Exercise details: Whatever appears in the records apart from pictures must be reproduced exactly.

Data for this task:
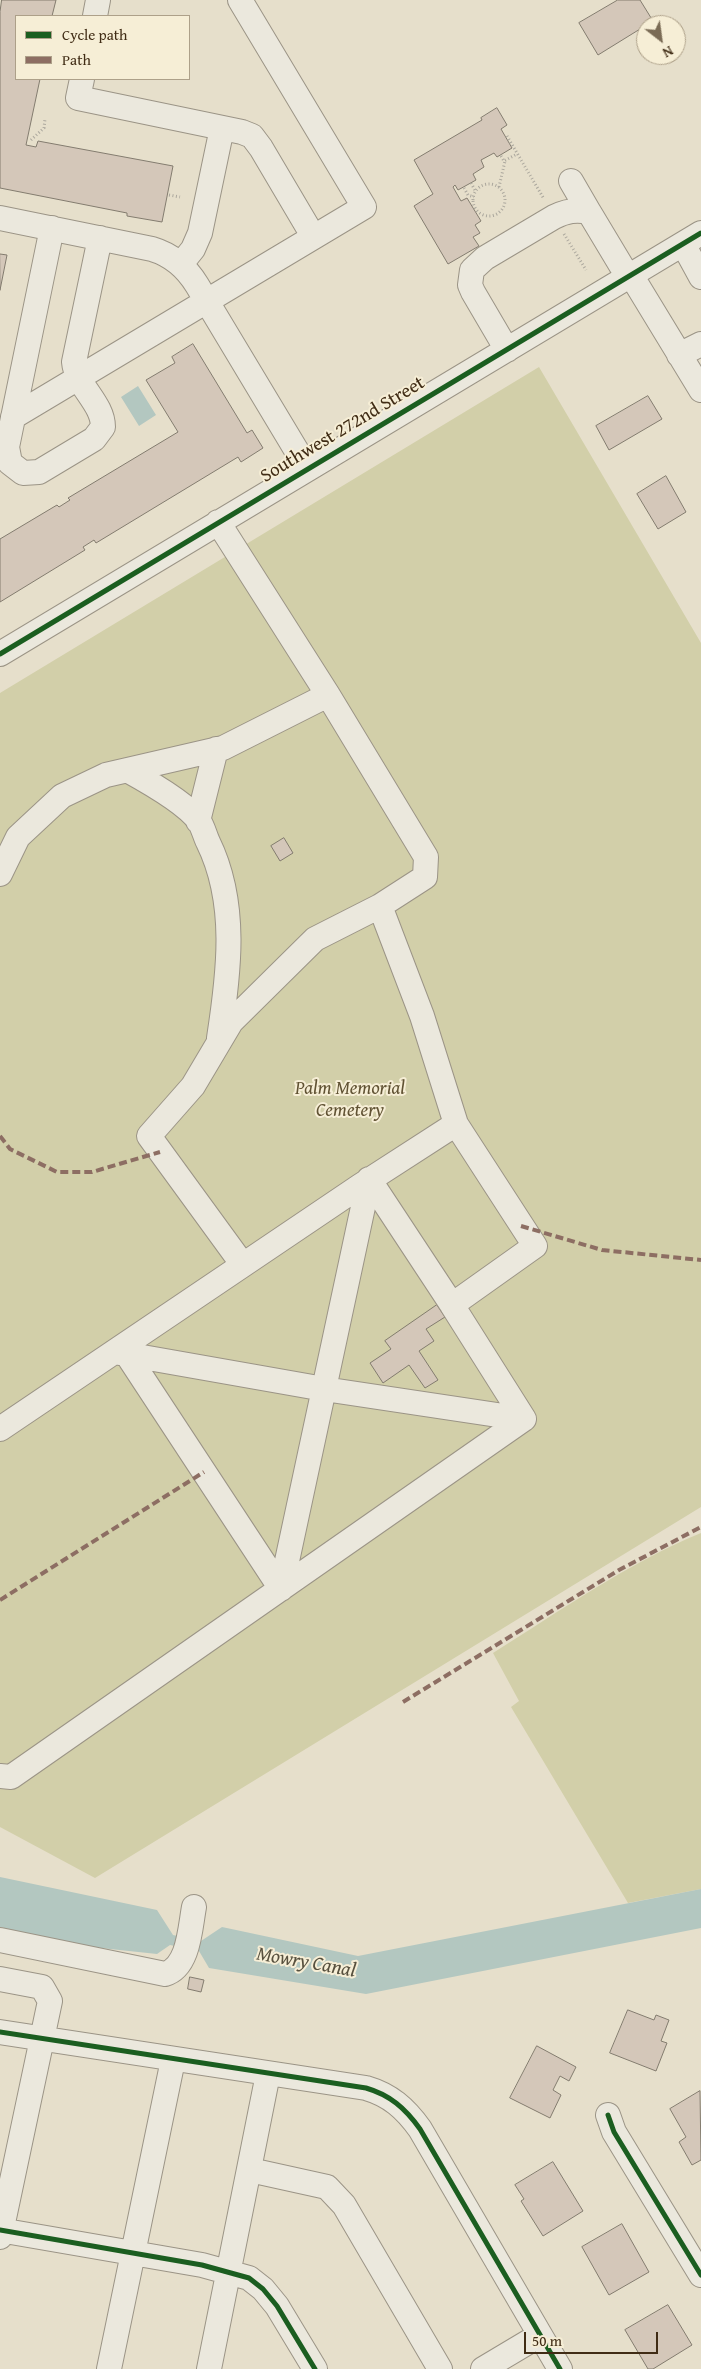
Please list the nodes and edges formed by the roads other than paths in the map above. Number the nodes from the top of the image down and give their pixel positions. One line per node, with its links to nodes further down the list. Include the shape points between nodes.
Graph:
1 (98, 0): 3 (street)
2 (240, 0): 10 (street, via 364,206)
3 (95, 15)
4 (82, 80): 5 (street, via 78,98)
5 (222, 128): 10 (street, via 247,133 257,141); 13 (street, via 200,233)
6 (570, 181): 7 (street)
7 (589, 212): 14 (street); 18 (street, via 572,210 554,217 485,258 472,270 470,285 473,292)
8 (0, 218): 9 (street)
9 (52, 228): 11 (street); 22 (street)
10 (313, 236): 16 (street)
11 (100, 238): 13 (street, via 159,251); 20 (street, via 74,362)
12 (692, 239): 14 (street, Southwest 272nd Street); 15 (street)
13 (181, 264): 16 (street)
14 (630, 276): 18 (street, Southwest 272nd Street); 19 (street)
15 (701, 277)
16 (206, 300): 20 (street); 23 (street)
17 (701, 344): 19 (street)
18 (507, 350): 23 (street, Southwest 272nd Street)
19 (679, 355): 21 (street)
20 (78, 377): 22 (street); 22 (street, via 100,414 103,428 94,439 39,472 23,473 10,463 7,447)
21 (701, 390)
22 (13, 417)
23 (307, 468): 24 (street, Southwest 272nd Street)
24 (218, 522): 25 (street, Southwest 272nd Street); 26 (street)
25 (0, 654)
26 (328, 695): 27 (street); 31 (street, via 426,857 425,877)
27 (216, 750): 28 (street); 29 (street)
28 (127, 770): 29 (street, via 161,789); 30 (street, via 62,796 18,837)
29 (198, 821): 32 (street, via 219,863 229,925 226,987)
30 (0, 874)
31 (380, 906): 32 (street, via 315,939 231,1022); 33 (street, via 422,1016)
32 (218, 1044): 35 (street, via 193,1086 149,1136)
33 (456, 1124): 34 (street); 36 (street, via 535,1246)
34 (369, 1180): 35 (street); 36 (street); 38 (street)
35 (242, 1265): 37 (street)
36 (452, 1305): 39 (street)
37 (121, 1351): 38 (street); 40 (street); 41 (street)
38 (324, 1389): 39 (street); 41 (street)
39 (524, 1419): 41 (street)
40 (0, 1429)
41 (281, 1589): 42 (street, via 11,1777)
42 (0, 1776)
43 (194, 1907): 44 (street, via 181,1962 174,1971 165,1974)
44 (0, 1940)
45 (0, 1979): 47 (street, via 42,1987 50,2001)
46 (0, 2032): 47 (street)
47 (42, 2039): 48 (street); 52 (street)
48 (172, 2060): 49 (street); 53 (street)
49 (268, 2074): 51 (street); 56 (street, via 366,2088 402,2107 420,2129)
50 (608, 2115): 55 (street, via 614,2132)
51 (250, 2170): 54 (street); 60 (street, via 319,2184 334,2192)
52 (0, 2232): 53 (street)
53 (132, 2253): 54 (street); 57 (street)
54 (228, 2272): 58 (street); 59 (street, via 256,2282 270,2296)
55 (701, 2274)
56 (540, 2335): 61 (street); 62 (street)
57 (109, 2369)
58 (209, 2369)
59 (315, 2369)
60 (440, 2369)
61 (483, 2369)
62 (560, 2369)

Response to this exercise:
Please list the nodes and edges formed by the roads other than paths in the map above. Number the nodes from the top of the image down and give their pixel positions. One line per node, with its links to nodes further down the list. Include the shape points between nodes.
Graph:
1 (98, 0): 3 (street)
2 (240, 0): 10 (street, via 364,206)
3 (95, 15)
4 (82, 80): 5 (street, via 78,98)
5 (222, 128): 10 (street, via 247,133 257,141); 13 (street, via 200,233)
6 (570, 181): 7 (street)
7 (589, 212): 14 (street); 18 (street, via 572,210 554,217 485,258 472,270 470,285 473,292)
8 (0, 218): 9 (street)
9 (52, 228): 11 (street); 22 (street)
10 (313, 236): 16 (street)
11 (100, 238): 13 (street, via 159,251); 20 (street, via 74,362)
12 (692, 239): 14 (street, Southwest 272nd Street); 15 (street)
13 (181, 264): 16 (street)
14 (630, 276): 18 (street, Southwest 272nd Street); 19 (street)
15 (701, 277)
16 (206, 300): 20 (street); 23 (street)
17 (701, 344): 19 (street)
18 (507, 350): 23 (street, Southwest 272nd Street)
19 (679, 355): 21 (street)
20 (78, 377): 22 (street); 22 (street, via 100,414 103,428 94,439 39,472 23,473 10,463 7,447)
21 (701, 390)
22 (13, 417)
23 (307, 468): 24 (street, Southwest 272nd Street)
24 (218, 522): 25 (street, Southwest 272nd Street); 26 (street)
25 (0, 654)
26 (328, 695): 27 (street); 31 (street, via 426,857 425,877)
27 (216, 750): 28 (street); 29 (street)
28 (127, 770): 29 (street, via 161,789); 30 (street, via 62,796 18,837)
29 (198, 821): 32 (street, via 219,863 229,925 226,987)
30 (0, 874)
31 (380, 906): 32 (street, via 315,939 231,1022); 33 (street, via 422,1016)
32 (218, 1044): 35 (street, via 193,1086 149,1136)
33 (456, 1124): 34 (street); 36 (street, via 535,1246)
34 (369, 1180): 35 (street); 36 (street); 38 (street)
35 (242, 1265): 37 (street)
36 (452, 1305): 39 (street)
37 (121, 1351): 38 (street); 40 (street); 41 (street)
38 (324, 1389): 39 (street); 41 (street)
39 (524, 1419): 41 (street)
40 (0, 1429)
41 (281, 1589): 42 (street, via 11,1777)
42 (0, 1776)
43 (194, 1907): 44 (street, via 181,1962 174,1971 165,1974)
44 (0, 1940)
45 (0, 1979): 47 (street, via 42,1987 50,2001)
46 (0, 2032): 47 (street)
47 (42, 2039): 48 (street); 52 (street)
48 (172, 2060): 49 (street); 53 (street)
49 (268, 2074): 51 (street); 56 (street, via 366,2088 402,2107 420,2129)
50 (608, 2115): 55 (street, via 614,2132)
51 (250, 2170): 54 (street); 60 (street, via 319,2184 334,2192)
52 (0, 2232): 53 (street)
53 (132, 2253): 54 (street); 57 (street)
54 (228, 2272): 58 (street); 59 (street, via 256,2282 270,2296)
55 (701, 2274)
56 (540, 2335): 61 (street); 62 (street)
57 (109, 2369)
58 (209, 2369)
59 (315, 2369)
60 (440, 2369)
61 (483, 2369)
62 (560, 2369)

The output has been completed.